A tentativa de recriação do seguro, agora com o nome de SPVAT, proposta pelo governo Lula, não avançou no Congresso. Para Almeida, o tema virou alvo de disputas ideológicas, desviando o foco da proteção às vítimas. “Rotular o seguro como imposto foi um erro. O valor, de cerca de R$ 60 por ano, cobria danos graves e oferecia uma segurança mínima às famílias brasileiras”, afirma.
Os efeitos da extinção do DPVAT já são visíveis: aumentou o número de pessoas com sequelas graves após acidentes, e a ausência de indenização tem comprometido a subsistência de muitas famílias. Paralelamente, cresce o número de motociclistas — impulsionado pela demanda dos aplicativos de entrega —, grupo mais vulnerável no trânsito. Segundo o especialista, faltam campanhas de conscientização e ações efetivas de prevenção por parte do poder público.
Seguro volta à pauta em meio a tragédias recentes
O debate sobre a necessidade de um seguro obrigatório ganha força em um momento crítico, marcado por acidentes com grande repercussão. Um dos casos mais emblemáticos, noticiado pelo RD, foi a morte das jovens Isabela Priel Regis e Isabelli Helena de Lima Costa, ambas de 18 anos, atropeladas em 9 de abril na avenida Goiás, em São Caetano. Mesmo na faixa de pedestres, elas foram brutalmente atingidas por um Honda Civic a mais de 60 km/h — velocidade acima do limite da via — e arremessadas a cerca de 50 metros do ponto de impacto.
O motorista, Brendo Santos Sampaio, de 26 anos, foi preso em flagrante por homicídio. Após audiência de custódia, teve a prisão convertida em preventiva e segue detido enquanto aguarda julgamento.
Para evitar tragédias como essa, Almeida defende investimentos na conscientização dos motoristas e na melhoria da infraestrutura viária. “Cerca de 95% dos acidentes resultam do comportamento humano. A impunidade se fortalece diante da fragilidade do sistema. Casos como o de São Caetano, em que há a expectativa de o acusado responder em liberdade, ilustram falhas graves na responsabilização por crimes de trânsito”, pontua.
O especialista também critica mudanças recentes na legislação, como a ampliação da pontuação da CNH, inicialmente pensada para motoristas profissionais, mas que acabou sendo aplicada de forma genérica.
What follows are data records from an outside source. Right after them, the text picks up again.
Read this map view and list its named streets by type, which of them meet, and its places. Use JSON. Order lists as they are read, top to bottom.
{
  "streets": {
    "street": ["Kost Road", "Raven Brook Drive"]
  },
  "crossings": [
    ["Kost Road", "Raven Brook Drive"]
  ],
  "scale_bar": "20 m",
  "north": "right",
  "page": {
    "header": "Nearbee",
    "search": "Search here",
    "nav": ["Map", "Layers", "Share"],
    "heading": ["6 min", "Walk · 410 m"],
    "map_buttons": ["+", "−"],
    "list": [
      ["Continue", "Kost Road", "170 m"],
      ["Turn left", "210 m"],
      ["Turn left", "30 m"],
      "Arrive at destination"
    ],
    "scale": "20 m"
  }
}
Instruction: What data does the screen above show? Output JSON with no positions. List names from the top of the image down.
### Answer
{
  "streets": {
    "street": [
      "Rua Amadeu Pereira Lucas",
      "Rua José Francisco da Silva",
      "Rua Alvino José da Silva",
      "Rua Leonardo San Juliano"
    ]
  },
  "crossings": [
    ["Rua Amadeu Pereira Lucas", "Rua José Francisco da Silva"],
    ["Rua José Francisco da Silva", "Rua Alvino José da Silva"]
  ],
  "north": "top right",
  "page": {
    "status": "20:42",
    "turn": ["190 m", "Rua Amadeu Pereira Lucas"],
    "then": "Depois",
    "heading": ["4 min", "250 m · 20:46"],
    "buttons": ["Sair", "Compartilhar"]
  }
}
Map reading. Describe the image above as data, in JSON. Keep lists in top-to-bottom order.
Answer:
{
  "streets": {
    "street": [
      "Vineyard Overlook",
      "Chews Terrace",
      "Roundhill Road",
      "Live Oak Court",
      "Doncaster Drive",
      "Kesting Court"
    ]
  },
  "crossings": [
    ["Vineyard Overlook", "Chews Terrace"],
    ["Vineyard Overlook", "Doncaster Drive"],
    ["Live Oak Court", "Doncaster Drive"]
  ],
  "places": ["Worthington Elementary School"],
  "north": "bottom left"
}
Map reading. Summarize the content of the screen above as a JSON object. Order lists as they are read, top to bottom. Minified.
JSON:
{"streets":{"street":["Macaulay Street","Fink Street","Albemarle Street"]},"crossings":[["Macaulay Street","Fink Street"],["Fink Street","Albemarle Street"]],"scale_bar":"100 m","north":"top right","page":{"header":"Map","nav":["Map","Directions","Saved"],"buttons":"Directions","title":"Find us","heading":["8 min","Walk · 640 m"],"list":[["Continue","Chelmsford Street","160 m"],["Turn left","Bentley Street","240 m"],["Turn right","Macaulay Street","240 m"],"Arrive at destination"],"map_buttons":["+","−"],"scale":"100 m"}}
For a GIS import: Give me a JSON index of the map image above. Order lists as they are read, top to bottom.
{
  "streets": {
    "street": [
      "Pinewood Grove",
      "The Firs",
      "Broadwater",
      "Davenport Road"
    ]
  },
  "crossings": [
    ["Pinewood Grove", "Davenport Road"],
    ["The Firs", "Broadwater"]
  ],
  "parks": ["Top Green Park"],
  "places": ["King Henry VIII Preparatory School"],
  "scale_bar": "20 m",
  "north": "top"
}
Além disso, defende a criação de delegacias especializadas no atendimento a vítimas de trânsito, nos moldes das que já existem para casos envolvendo mulheres e idosos.
Entregadores ainda mais vulneráveis
Outro ponto sensível é a situação dos entregadores por aplicativo. Muitos não têm vínculo formal de trabalho e, por isso, ficam sem acesso a benefícios como o INSS em caso de acidente. Para Almeida, a criação de um modelo de previdência privada específica para esses profissionais pode ser uma solução viável.
Entre as medidas mais urgentes para enfrentar os problemas do trânsito, o especialista destaca a educação nas escolas. Embora a Lei nº 9.503/97, do Código de Trânsito Brasileiro (CTB), determine a inclusão do tema nos currículos escolares, Almeida afirma que a medida ainda não saiu do papel. “Falar de trânsito na escola é formar cidadãos mais conscientes. É uma política de longo prazo, mas essencial”, conclui.